What is needed: Examine the data line by line and report how many lines include the word "Pither", with no additional output.

Dataset:
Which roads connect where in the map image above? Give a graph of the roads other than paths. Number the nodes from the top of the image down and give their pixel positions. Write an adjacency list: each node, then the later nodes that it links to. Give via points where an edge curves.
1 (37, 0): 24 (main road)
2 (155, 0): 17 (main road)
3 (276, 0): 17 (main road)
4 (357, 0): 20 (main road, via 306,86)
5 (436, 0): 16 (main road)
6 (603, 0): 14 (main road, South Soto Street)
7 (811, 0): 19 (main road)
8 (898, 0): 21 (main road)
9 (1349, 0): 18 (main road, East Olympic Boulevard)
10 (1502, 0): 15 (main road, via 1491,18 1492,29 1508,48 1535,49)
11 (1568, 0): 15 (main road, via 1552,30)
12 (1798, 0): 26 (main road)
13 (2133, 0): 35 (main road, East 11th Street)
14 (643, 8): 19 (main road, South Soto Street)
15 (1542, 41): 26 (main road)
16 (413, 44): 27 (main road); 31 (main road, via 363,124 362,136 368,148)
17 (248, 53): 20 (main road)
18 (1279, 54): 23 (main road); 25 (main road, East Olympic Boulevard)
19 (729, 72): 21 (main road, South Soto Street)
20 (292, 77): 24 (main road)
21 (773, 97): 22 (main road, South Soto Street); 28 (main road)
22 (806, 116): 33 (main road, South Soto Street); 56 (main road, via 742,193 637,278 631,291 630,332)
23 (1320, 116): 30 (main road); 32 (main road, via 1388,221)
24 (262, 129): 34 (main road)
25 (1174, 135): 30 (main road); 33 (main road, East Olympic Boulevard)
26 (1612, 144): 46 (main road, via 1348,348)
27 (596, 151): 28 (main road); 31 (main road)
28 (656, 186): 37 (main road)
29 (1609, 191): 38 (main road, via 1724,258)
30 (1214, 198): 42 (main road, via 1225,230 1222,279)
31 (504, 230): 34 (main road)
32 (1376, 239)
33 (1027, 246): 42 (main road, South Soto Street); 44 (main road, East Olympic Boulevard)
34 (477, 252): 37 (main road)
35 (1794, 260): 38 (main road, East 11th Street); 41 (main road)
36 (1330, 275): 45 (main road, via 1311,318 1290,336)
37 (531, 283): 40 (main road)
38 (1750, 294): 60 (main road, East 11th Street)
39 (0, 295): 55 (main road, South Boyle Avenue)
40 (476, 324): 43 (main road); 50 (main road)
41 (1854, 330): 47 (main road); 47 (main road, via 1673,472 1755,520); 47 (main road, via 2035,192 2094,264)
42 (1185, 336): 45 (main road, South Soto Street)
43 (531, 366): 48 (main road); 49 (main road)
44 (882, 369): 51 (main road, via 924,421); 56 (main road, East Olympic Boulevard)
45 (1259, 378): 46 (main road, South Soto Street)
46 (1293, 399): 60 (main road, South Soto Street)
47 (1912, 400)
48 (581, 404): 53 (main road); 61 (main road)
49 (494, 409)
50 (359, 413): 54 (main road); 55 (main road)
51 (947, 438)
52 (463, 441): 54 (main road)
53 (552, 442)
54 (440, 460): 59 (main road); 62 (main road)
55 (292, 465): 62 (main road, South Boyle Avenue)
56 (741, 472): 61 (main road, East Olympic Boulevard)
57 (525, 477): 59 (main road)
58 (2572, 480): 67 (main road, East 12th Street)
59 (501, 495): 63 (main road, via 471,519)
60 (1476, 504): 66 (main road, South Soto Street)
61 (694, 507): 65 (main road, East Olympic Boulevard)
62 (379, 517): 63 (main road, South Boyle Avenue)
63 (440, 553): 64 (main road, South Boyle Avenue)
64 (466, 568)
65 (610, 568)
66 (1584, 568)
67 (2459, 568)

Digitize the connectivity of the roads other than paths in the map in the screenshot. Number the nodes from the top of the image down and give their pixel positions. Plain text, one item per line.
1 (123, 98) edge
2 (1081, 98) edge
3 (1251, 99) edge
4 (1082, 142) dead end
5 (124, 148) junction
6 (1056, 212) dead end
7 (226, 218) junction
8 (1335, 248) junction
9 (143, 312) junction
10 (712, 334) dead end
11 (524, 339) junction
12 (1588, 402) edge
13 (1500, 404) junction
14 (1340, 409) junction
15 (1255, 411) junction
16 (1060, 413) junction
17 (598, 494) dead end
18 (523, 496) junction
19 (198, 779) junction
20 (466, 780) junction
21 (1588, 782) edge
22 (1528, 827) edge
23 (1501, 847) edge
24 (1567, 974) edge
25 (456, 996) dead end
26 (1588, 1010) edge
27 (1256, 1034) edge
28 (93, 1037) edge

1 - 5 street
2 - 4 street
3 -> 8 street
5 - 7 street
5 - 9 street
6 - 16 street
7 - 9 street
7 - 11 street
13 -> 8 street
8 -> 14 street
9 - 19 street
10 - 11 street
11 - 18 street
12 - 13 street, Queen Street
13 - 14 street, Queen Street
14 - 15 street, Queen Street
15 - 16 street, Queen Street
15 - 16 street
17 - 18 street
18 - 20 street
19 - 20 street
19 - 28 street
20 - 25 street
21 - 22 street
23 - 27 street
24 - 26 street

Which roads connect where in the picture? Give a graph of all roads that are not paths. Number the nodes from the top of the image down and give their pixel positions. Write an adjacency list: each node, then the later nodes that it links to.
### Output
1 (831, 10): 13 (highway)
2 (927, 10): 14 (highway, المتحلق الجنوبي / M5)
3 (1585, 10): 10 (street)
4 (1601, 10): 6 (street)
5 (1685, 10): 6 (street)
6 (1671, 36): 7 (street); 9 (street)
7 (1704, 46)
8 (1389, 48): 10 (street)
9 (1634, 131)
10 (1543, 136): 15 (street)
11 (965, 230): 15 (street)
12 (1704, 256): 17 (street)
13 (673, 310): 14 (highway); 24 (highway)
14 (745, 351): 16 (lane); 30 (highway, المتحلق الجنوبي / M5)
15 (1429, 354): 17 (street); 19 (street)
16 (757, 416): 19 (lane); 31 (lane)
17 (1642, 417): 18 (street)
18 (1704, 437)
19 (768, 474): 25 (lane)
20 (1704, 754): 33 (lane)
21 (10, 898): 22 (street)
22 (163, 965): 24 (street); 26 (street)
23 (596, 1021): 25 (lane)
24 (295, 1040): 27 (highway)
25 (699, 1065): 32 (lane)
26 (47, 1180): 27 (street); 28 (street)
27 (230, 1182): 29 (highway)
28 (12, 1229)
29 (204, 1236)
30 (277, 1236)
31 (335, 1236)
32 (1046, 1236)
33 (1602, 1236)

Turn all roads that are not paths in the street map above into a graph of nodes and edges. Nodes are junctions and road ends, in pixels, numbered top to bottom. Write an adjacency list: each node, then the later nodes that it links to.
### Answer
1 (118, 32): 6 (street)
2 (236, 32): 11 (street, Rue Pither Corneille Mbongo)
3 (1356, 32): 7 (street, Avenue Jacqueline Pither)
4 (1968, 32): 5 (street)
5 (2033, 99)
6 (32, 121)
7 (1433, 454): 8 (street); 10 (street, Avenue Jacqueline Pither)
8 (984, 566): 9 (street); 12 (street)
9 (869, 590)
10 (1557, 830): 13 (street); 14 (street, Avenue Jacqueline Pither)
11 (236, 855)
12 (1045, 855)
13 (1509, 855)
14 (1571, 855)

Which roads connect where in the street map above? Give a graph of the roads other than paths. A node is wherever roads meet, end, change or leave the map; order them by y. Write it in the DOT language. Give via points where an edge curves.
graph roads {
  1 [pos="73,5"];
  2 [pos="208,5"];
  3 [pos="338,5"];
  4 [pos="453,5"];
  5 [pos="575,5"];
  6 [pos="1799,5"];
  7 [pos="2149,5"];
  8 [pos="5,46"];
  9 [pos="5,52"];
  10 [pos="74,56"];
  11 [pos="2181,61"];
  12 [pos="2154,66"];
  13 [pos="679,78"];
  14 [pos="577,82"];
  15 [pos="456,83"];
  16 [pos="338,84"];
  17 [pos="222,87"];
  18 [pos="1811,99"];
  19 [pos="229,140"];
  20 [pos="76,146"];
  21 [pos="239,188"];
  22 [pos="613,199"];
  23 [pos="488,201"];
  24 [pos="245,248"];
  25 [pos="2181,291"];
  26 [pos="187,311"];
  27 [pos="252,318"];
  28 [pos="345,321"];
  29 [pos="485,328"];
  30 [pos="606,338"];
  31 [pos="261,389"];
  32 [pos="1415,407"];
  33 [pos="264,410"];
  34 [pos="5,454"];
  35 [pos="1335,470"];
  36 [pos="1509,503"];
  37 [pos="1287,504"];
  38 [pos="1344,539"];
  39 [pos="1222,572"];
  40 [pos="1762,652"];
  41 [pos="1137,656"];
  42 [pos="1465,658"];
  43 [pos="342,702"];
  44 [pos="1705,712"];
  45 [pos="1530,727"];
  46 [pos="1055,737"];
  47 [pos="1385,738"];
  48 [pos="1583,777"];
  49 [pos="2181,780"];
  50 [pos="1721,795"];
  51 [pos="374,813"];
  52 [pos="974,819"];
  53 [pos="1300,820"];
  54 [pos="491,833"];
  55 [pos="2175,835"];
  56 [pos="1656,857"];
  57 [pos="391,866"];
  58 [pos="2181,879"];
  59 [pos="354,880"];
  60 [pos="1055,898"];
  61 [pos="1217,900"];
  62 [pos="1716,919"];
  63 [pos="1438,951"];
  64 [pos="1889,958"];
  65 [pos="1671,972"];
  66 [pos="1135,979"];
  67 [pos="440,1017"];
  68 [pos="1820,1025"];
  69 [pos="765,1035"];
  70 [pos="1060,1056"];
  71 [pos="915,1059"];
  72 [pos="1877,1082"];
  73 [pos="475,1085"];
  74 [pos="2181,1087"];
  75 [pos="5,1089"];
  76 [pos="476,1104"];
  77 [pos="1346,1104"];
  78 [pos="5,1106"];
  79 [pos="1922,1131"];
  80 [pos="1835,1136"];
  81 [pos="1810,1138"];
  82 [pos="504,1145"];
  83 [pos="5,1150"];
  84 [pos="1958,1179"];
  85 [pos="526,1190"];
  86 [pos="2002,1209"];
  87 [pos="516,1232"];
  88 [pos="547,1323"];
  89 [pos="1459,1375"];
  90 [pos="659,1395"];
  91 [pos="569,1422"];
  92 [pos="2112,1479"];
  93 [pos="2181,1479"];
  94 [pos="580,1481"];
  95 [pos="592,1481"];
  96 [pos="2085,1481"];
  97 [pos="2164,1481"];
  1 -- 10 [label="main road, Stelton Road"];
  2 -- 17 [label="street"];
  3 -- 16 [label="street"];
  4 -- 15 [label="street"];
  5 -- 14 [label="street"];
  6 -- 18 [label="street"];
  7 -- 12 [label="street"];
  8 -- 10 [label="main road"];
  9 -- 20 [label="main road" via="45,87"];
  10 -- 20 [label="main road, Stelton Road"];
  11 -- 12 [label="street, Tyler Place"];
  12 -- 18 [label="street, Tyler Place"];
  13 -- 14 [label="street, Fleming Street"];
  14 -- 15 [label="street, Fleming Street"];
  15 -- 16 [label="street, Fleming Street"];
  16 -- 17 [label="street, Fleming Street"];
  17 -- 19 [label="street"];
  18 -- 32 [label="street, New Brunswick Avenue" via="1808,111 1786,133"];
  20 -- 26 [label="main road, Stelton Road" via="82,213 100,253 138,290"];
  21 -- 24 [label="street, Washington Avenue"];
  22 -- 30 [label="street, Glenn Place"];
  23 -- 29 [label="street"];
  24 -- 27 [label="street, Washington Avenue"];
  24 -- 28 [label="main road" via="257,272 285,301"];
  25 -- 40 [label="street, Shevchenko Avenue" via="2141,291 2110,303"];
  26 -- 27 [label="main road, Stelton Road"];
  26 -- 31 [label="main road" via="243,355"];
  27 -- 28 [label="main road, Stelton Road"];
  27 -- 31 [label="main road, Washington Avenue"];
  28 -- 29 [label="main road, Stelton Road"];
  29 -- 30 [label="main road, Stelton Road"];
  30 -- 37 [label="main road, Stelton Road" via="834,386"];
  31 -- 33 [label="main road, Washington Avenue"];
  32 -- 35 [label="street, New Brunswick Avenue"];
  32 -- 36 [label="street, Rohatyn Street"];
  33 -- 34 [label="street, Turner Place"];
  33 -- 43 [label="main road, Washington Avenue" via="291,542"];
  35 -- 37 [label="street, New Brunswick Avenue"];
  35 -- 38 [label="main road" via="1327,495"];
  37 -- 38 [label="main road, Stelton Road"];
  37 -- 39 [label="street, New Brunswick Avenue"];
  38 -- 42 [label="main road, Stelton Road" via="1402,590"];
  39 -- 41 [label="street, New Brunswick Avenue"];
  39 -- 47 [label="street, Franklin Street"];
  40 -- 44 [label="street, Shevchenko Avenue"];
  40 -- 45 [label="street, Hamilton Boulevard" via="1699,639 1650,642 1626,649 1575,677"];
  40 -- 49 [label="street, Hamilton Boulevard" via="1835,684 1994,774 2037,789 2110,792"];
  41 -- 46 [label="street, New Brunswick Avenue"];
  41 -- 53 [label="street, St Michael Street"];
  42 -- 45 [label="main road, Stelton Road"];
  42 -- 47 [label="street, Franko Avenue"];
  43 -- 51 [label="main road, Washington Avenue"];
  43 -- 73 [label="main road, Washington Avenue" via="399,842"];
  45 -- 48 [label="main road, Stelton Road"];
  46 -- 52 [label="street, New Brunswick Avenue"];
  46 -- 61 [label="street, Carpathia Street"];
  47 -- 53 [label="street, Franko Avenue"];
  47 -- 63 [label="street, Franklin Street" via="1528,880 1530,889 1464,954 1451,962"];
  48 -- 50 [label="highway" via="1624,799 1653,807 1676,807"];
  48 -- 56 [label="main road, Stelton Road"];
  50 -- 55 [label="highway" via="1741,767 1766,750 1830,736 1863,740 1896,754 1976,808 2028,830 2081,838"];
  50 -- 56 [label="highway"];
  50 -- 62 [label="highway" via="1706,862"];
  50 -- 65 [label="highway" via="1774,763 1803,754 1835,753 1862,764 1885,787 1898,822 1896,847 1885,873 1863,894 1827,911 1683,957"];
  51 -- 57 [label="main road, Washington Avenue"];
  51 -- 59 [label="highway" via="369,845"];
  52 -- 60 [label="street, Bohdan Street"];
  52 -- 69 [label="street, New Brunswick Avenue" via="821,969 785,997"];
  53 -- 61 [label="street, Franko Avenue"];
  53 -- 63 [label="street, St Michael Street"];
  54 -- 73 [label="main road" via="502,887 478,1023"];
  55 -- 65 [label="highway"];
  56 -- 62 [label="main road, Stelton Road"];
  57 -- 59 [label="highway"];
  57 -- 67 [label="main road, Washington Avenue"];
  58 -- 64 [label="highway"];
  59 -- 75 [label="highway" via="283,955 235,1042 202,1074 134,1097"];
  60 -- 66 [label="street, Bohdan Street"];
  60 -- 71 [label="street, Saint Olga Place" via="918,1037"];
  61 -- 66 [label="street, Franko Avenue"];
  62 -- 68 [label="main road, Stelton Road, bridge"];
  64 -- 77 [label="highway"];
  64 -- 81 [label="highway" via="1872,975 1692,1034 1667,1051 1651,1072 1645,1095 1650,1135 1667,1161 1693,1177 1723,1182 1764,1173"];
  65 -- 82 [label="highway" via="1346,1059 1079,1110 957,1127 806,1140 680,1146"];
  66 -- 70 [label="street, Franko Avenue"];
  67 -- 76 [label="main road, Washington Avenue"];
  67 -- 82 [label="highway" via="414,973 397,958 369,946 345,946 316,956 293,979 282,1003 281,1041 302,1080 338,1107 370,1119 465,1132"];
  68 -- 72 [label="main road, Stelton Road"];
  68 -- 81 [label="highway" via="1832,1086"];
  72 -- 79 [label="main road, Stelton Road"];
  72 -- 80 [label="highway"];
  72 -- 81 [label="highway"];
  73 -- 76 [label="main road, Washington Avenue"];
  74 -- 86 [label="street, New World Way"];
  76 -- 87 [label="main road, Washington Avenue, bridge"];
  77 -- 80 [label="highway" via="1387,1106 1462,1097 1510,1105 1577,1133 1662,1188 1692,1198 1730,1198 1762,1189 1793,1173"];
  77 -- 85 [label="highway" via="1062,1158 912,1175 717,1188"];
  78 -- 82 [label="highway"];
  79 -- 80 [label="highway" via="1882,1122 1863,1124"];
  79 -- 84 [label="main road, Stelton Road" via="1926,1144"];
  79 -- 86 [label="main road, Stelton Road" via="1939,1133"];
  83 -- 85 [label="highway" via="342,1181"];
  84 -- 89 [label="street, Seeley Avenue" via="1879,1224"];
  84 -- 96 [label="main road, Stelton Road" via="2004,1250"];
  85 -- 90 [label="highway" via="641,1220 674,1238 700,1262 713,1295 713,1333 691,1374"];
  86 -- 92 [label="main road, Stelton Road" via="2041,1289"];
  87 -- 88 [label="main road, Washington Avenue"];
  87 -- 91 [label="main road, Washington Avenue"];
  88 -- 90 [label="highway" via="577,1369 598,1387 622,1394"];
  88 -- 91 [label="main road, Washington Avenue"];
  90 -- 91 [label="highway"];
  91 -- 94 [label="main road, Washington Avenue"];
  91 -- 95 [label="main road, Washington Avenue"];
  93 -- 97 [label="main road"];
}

Exercise result: 4